- **What is being asked**
Please return the lines of the data below, word for word, from the first line through the line containing "Digitize the connectivity".

- **Supplied records**
━━━━━━━━━━━━━━━━━━━━━━━━━━━━━━

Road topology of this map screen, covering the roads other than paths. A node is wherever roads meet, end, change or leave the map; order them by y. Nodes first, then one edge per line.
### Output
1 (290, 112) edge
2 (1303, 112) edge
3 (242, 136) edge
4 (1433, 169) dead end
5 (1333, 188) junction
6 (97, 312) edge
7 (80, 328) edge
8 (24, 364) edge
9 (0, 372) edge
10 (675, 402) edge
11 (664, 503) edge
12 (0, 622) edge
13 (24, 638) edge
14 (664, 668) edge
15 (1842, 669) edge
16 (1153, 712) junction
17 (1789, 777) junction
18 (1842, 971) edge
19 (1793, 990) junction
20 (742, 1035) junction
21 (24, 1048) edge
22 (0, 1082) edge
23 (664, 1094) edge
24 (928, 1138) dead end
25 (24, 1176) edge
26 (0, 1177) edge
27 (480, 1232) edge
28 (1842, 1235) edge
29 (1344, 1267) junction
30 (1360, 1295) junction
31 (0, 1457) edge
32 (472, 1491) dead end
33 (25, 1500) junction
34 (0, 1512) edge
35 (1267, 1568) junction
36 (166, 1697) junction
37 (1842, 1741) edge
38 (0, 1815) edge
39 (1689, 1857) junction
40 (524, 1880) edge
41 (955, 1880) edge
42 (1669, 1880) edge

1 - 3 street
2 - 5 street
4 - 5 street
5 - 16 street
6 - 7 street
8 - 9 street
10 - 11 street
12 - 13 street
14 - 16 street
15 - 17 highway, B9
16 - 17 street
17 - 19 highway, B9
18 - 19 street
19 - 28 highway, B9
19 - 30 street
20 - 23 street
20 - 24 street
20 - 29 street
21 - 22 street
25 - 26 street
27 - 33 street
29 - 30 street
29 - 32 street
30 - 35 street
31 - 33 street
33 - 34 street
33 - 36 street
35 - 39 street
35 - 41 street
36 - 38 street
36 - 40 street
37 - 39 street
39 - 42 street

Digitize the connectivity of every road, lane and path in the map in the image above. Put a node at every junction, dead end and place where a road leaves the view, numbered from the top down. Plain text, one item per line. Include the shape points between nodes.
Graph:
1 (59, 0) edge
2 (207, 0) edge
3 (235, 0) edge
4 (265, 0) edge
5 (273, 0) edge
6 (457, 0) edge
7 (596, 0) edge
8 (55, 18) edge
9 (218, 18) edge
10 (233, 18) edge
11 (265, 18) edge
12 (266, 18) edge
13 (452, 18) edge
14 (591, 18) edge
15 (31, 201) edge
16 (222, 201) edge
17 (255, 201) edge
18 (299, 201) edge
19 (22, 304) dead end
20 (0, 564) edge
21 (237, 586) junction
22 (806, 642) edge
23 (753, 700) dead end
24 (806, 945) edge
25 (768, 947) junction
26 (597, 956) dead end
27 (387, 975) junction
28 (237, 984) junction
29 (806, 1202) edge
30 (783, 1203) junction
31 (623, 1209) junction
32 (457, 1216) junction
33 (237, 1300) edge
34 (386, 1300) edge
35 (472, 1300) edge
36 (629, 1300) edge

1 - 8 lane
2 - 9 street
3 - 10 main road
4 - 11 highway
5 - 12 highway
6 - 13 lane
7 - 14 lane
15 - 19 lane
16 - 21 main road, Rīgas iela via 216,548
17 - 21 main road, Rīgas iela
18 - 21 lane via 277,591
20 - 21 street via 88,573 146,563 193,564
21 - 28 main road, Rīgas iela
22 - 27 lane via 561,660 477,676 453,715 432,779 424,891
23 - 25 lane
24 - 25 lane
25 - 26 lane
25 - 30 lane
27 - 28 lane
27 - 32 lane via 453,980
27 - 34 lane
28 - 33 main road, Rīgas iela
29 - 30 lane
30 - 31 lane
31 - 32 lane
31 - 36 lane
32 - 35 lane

━━━━━━━━━━━━━━━━━━━━━━━━━━━━━━

- **Your response**
Road topology of this map screen, covering the roads other than paths. A node is wherever roads meet, end, change or leave the map; order them by y. Nodes first, then one edge per line.
### Output
1 (290, 112) edge
2 (1303, 112) edge
3 (242, 136) edge
4 (1433, 169) dead end
5 (1333, 188) junction
6 (97, 312) edge
7 (80, 328) edge
8 (24, 364) edge
9 (0, 372) edge
10 (675, 402) edge
11 (664, 503) edge
12 (0, 622) edge
13 (24, 638) edge
14 (664, 668) edge
15 (1842, 669) edge
16 (1153, 712) junction
17 (1789, 777) junction
18 (1842, 971) edge
19 (1793, 990) junction
20 (742, 1035) junction
21 (24, 1048) edge
22 (0, 1082) edge
23 (664, 1094) edge
24 (928, 1138) dead end
25 (24, 1176) edge
26 (0, 1177) edge
27 (480, 1232) edge
28 (1842, 1235) edge
29 (1344, 1267) junction
30 (1360, 1295) junction
31 (0, 1457) edge
32 (472, 1491) dead end
33 (25, 1500) junction
34 (0, 1512) edge
35 (1267, 1568) junction
36 (166, 1697) junction
37 (1842, 1741) edge
38 (0, 1815) edge
39 (1689, 1857) junction
40 (524, 1880) edge
41 (955, 1880) edge
42 (1669, 1880) edge

1 - 3 street
2 - 5 street
4 - 5 street
5 - 16 street
6 - 7 street
8 - 9 street
10 - 11 street
12 - 13 street
14 - 16 street
15 - 17 highway, B9
16 - 17 street
17 - 19 highway, B9
18 - 19 street
19 - 28 highway, B9
19 - 30 street
20 - 23 street
20 - 24 street
20 - 29 street
21 - 22 street
25 - 26 street
27 - 33 street
29 - 30 street
29 - 32 street
30 - 35 street
31 - 33 street
33 - 34 street
33 - 36 street
35 - 39 street
35 - 41 street
36 - 38 street
36 - 40 street
37 - 39 street
39 - 42 street

Digitize the connectivity of every road, lane and path in the map in the image above. Put a node at every junction, dead end and place where a road leaves the view, numbered from the top down. Plain text, one item per line. Include the shape points between nodes.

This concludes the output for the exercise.